**What is being asked**
What is needed here is every line of the records that includes "bottom".

**Input data**
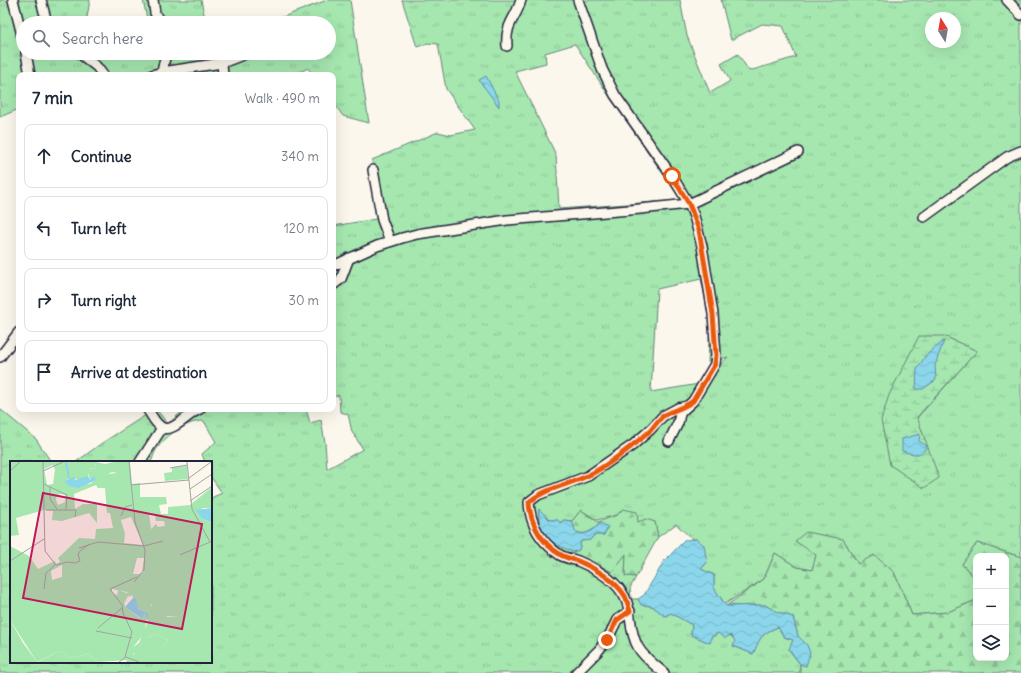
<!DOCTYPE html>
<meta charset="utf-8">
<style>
:root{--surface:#fff;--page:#f6f6f7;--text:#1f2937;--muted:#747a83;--line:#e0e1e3}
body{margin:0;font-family:Delius,sans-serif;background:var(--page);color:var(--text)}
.controls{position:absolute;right:12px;bottom:12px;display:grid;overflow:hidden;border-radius:8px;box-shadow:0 4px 16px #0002}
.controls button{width:36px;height:36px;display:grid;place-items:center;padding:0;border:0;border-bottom:1px solid var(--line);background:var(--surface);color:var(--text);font:20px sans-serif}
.compass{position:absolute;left:925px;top:12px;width:36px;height:36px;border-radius:50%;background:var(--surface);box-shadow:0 4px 16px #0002;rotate:349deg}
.stop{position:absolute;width:12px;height:12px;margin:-9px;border:3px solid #ea580c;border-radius:50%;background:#fff}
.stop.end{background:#ea580c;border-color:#fff;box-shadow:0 1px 4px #0008}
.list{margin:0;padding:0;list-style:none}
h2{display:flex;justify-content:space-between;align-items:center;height:52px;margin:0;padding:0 16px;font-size:17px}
h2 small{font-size:13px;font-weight:400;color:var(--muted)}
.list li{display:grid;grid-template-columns:26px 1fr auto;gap:12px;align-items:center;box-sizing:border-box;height:64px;margin:0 8px 8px;padding:0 8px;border:1px solid var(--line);border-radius:8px}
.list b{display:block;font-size:15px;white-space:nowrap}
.list em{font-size:13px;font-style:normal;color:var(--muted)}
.icon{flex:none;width:22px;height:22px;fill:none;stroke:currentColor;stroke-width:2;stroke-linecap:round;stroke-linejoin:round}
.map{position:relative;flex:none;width:1021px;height:673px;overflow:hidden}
.search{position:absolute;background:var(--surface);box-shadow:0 4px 16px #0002;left:16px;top:16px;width:320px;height:44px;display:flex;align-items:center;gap:10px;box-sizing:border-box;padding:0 14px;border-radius:22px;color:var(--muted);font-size:15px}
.panel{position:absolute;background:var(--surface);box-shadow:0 4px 16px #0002;left:16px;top:72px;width:320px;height:340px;border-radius:8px}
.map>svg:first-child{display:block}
</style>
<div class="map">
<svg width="1021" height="673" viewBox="0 0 1021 673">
<defs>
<pattern id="grass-tufts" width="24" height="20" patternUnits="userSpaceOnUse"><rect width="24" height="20" fill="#a6e7b0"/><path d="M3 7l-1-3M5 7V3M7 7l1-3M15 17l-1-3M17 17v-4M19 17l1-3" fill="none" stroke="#8fc698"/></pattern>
<pattern id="forest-firs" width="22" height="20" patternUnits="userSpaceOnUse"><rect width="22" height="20" fill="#a6e7b0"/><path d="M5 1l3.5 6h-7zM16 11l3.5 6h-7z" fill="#8fc698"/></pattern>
<pattern id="wetland-marsh" width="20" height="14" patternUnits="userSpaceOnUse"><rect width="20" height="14" fill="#a6e7b0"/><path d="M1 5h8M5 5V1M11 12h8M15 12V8" fill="none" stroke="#8fc698"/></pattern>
<pattern id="water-waves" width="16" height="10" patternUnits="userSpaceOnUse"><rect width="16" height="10" fill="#8bd6eb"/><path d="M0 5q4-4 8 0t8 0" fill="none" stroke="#78b7ca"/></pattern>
</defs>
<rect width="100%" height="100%" fill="#fbf7ec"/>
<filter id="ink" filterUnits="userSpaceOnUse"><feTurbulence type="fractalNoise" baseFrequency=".025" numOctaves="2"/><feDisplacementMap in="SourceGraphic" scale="8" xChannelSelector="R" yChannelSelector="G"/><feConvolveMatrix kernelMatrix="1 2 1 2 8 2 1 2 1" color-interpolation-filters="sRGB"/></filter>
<g filter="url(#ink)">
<path fill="url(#grass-tufts)" stroke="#648476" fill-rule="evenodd" d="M0 0H90L86 23H23V53H105L111 57 119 53H213L215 59 235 53H329V23H260L262 21 283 17 327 0H350L369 123 343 116 333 102V75H313L308 68 293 75H19V109L0 117Z
M143 0H201L206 23H148Z
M402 0H680L687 36 710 93 730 81 721 64 738 54 749 71 796 57 783 26 762 24 731 40 721 0H1021V557L977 543 962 564 976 579V600L948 612 912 615 894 572 858 564 843 539 816 555 812 570 797 567 775 553 764 579 725 604 714 588V575L701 569 696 539H692L676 524 658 537 655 522H638L623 509 617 515 597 520 581 510 572 521 564 520 559 523 557 520H550L539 509 538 517 541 528 545 537 573 552 584 562 599 565 612 572 626 553 625 575 636 577 630 588 631 599H638L642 605 652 606 665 616 671 613 692 625 691 635 710 643 711 637 719 633 730 635 736 641 733 646 753 654C761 636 760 635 778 627L784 637 793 640 789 650 800 664V673H0V409L36 439 51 462H11V662H211V498L222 493 211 477V462H205L202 454 216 442 204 421C186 421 166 435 156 450 154 453 153 458 151 462H76L102 443 146 415 152 409H156L168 424 185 409H306L310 423 321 420 325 443 327 469 363 449 352 432 348 414 340 412 339 395 333 397V226L376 219 372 160 438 132 451 135 475 130 446 89 438 44 428 43 417 47ZM931 18H955V42H931ZM575 44 611 99 681 200 559 209 556 155 515 71 546 63 545 53ZM701 279 710 321 708 362 728 357 699 384 651 392 657 289ZM944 336 977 351 917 418Z"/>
<path fill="url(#forest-firs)" stroke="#648476" d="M623 509 637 512 638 522 646 519 655 522 658 537 636 577 625 576 626 554 612 572 599 565 584 562 573 552 579 550 581 541 590 540 594 535H604L601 523C593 530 585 537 575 531L572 521 581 510 598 522 617 515Z
M806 532 843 539 858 564 874 555 894 572 912 615 948 612 976 600V658H1006V556H976V579L962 564 977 543 1021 557V673H800V664L806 666 807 645 798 636 793 617 777 612 765 605 726 606 764 579 775 553 797 567 812 570 816 555 795 541Z"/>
<path fill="url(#wetland-marsh)" stroke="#648476" d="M919 336H944L977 351 917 417 939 478 924 488 890 465 881 420 889 395Z"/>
<path fill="url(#water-waves)" stroke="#618ea5" d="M486 76 499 101V107L479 80Z
M944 341 935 365 936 380 923 389H916L917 369 926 355Z
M920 434 919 441 927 446C920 458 914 454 902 451V439Z
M539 509 550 520H558L560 523 564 520 572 521C573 523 574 528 575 530 582 540 595 528 601 523L608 527 604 535H594L590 540 581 541 579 550 573 552C550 542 537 538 539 509Z
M696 539 704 545 707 563 701 569 714 575V588L726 606 765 605 777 612 793 617 798 636 807 645 810 653 806 666 800 664 789 649 793 640 784 637 778 627C760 634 761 637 753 654L733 646 735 641 731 635 725 638 718 633 711 637 710 643 691 635 692 625 671 613 665 616 652 606 641 605 638 599 644 595 665 560 685 540Z"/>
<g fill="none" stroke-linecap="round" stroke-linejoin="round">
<g stroke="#22223b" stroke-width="12">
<path id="minor" d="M13 0 23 39
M41 0 47 23
M153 0 155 13 160 23
M578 0 602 69 615 95 672 176 689 204 694 216 702 246 713 314 716 355 715 364 693 401 682 411 680 414 678 423 669 441
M1007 0 1021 15
M507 46C505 23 516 19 521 0
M26 53 30 75
M79 53 97 67 103 75
M222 63 248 53
M162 72 166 53
M152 75 162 72 222 63 223 75
M373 170 382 220 390 241
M924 217 1007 157 1021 151
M333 266 377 246 402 238 417 234 507 220 630 210 689 204 798 152
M333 285 341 279 349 258
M0 357 19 332
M147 409C152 415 154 422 160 426 171 436 188 413 200 409
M140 462 162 428
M576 673 598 651 607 640 617 620 630 611
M664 673C655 665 644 658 638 647 625 624 637 605 614 583 604 574 590 566 578 561 572 559 565 558 560 555 542 543 530 525 529 502L538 495 588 476 633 445 650 430 663 416 678 408 687 406"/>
</g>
<use href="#minor" stroke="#fbf7ec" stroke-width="9"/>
</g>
</g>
<g fill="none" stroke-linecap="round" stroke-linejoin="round" filter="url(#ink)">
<path stroke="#ea580c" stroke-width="5" d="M607 640 617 620 630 611C628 606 627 600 625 596 616 581 595 568 578 561 573 559 566 558 561 555 542 544 530 524 529 502 546 488 568 485 587 476 608 466 631 447 649 432 654 427 658 420 663 416 673 410 684 408 693 401L715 364 716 355 713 314 699 230 689 204 672 176"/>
</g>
<g transform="translate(10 461)">
<rect width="202" height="202" fill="#fbf7ec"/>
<path d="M0 1H86L85 8 79 7 78 15 73 18H56L80 23 91 14 107 12 104 1H120L122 23 130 22V36H156L157 43 149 44 151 53H158V46L180 44 202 26V47H193L188 51 192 58 202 61V201H116L117 199 88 201 78 193 60 197 49 190 27 201 0 159V85L19 95 28 108 45 100 46 103 50 101 48 97 69 77 85 78 86 68 103 67 100 52H97L95 27H88L86 24 64 33 65 48 73 43H87V62L79 52 52 60 42 59 43 50 34 49 6 57 9 74 0 75ZM43 4 45 9 43 23 37 24 34 8ZM51 33 55 34V41L48 44 46 39 47 34ZM139 52 145 54 146 60H154L155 65 148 66 146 63 141 68ZM121 56 133 84 114 82 115 73 111 59ZM127 97H134L132 110H135L130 113H123ZM52 104V116L42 119 41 110ZM102 128 117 131 119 136 122 134 128 148 143 143 150 146 156 155H169L194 171 200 182 153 185 158 179 145 173 138 177 123 194V186L134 173 137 156 135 153 130 157 115 146 114 137 102 132ZM177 5 178 18 155 20 154 12 162 11V6Z" fill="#a6e7b0" fill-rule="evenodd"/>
<path d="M86 1 95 3 104 1 108 12 102 11 86 19 84 16 80 19 77 9 78 7 85 8ZM108 129 119 133 115 141 107 135ZM142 139 148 142 150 146 152 145 157 156 169 155 166 149 169 146 177 151H186L200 182 199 188 153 185 158 179 145 173 138 177 139 181 132 184 126 192 116 194 120 185 123 186 129 182 138 160V152L128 148 137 142 142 145ZM0 159 13 182 27 201H0ZM49 190 60 197 78 193 88 201H28Z" fill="#a6e7b0"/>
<path d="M166 112 175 116 163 125 165 135 162 136 158 132 157 124Z" fill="#a6e7b0"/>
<path d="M78 15 80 19 84 15 86 19 68 27 59 25 55 20 64 16 65 19ZM202 47V61L192 58 186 49ZM123 137 126 138 128 148 138 152V160L135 153 131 157 115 146Z" fill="#8bd6eb"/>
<path fill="none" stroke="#8bd6eb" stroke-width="2" d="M56 1 59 17"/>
<path fill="none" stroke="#a4a2a5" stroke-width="1" d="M33 1 35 90 46 104 57 101 65 102 70 100 68 93 71 89 80 83M119 1 125 61 135 89 134 109 124 121M177 1 182 48 200 81 202 80M160 7 177 4M0 10 10 1M33 10 53 1M179 17 201 1M34 23 40 26V38L47 48M121 24 179 19M40 26 57 34 56 48M180 28 202 13M180 40 202 25M36 49H66L65 56M111 55 115 46 122 44M69 87 88 81 134 85 153 80M170 94 200 81M0 100 34 78M34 128 36 112 45 104M88 167 112 147M86 170 122 177M115 196 122 171 113 152 112 144 100 128 127 116M109 201 116 196 129 201"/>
<path fill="#c2185b" fill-opacity="0.15" stroke="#c2185b" stroke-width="2" d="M33 32 192 63 172 168 13 137Z"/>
<rect width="202" height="202" fill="none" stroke="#22223b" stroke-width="2"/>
</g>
</svg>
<div class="controls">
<button>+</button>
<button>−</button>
<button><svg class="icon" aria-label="layers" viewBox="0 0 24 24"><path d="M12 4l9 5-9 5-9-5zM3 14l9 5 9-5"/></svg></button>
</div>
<svg class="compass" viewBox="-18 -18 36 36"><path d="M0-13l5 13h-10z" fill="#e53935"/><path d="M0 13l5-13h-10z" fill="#747a83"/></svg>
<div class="stop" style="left:672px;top:176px"></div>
<div class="stop end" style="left:607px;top:640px"></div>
<div class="search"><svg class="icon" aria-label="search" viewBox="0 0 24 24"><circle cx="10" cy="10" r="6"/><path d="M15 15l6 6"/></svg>Search here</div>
<section class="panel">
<h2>7 min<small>Walk · 490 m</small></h2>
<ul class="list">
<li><svg class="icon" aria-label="ahead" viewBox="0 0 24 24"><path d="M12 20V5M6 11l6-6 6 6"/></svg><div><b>Continue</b></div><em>340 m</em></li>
<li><svg class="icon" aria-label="left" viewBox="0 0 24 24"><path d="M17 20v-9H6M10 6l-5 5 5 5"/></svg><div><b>Turn left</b></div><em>120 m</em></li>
<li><svg class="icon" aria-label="right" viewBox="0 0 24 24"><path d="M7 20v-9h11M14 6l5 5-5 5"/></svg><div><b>Turn right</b></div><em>30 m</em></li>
<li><svg class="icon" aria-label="arrive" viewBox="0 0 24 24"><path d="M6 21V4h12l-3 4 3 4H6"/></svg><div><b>Arrive at destination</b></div></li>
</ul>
</section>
</div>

**Solution below**
.controls{position:absolute;right:12px;bottom:12px;display:grid;overflow:hidden;border-radius:8px;box-shadow:0 4px 16px #0002}
.controls button{width:36px;height:36px;display:grid;place-items:center;padding:0;border:0;border-bottom:1px solid var(--line);background:var(--surface);color:var(--text);font:20px sans-serif}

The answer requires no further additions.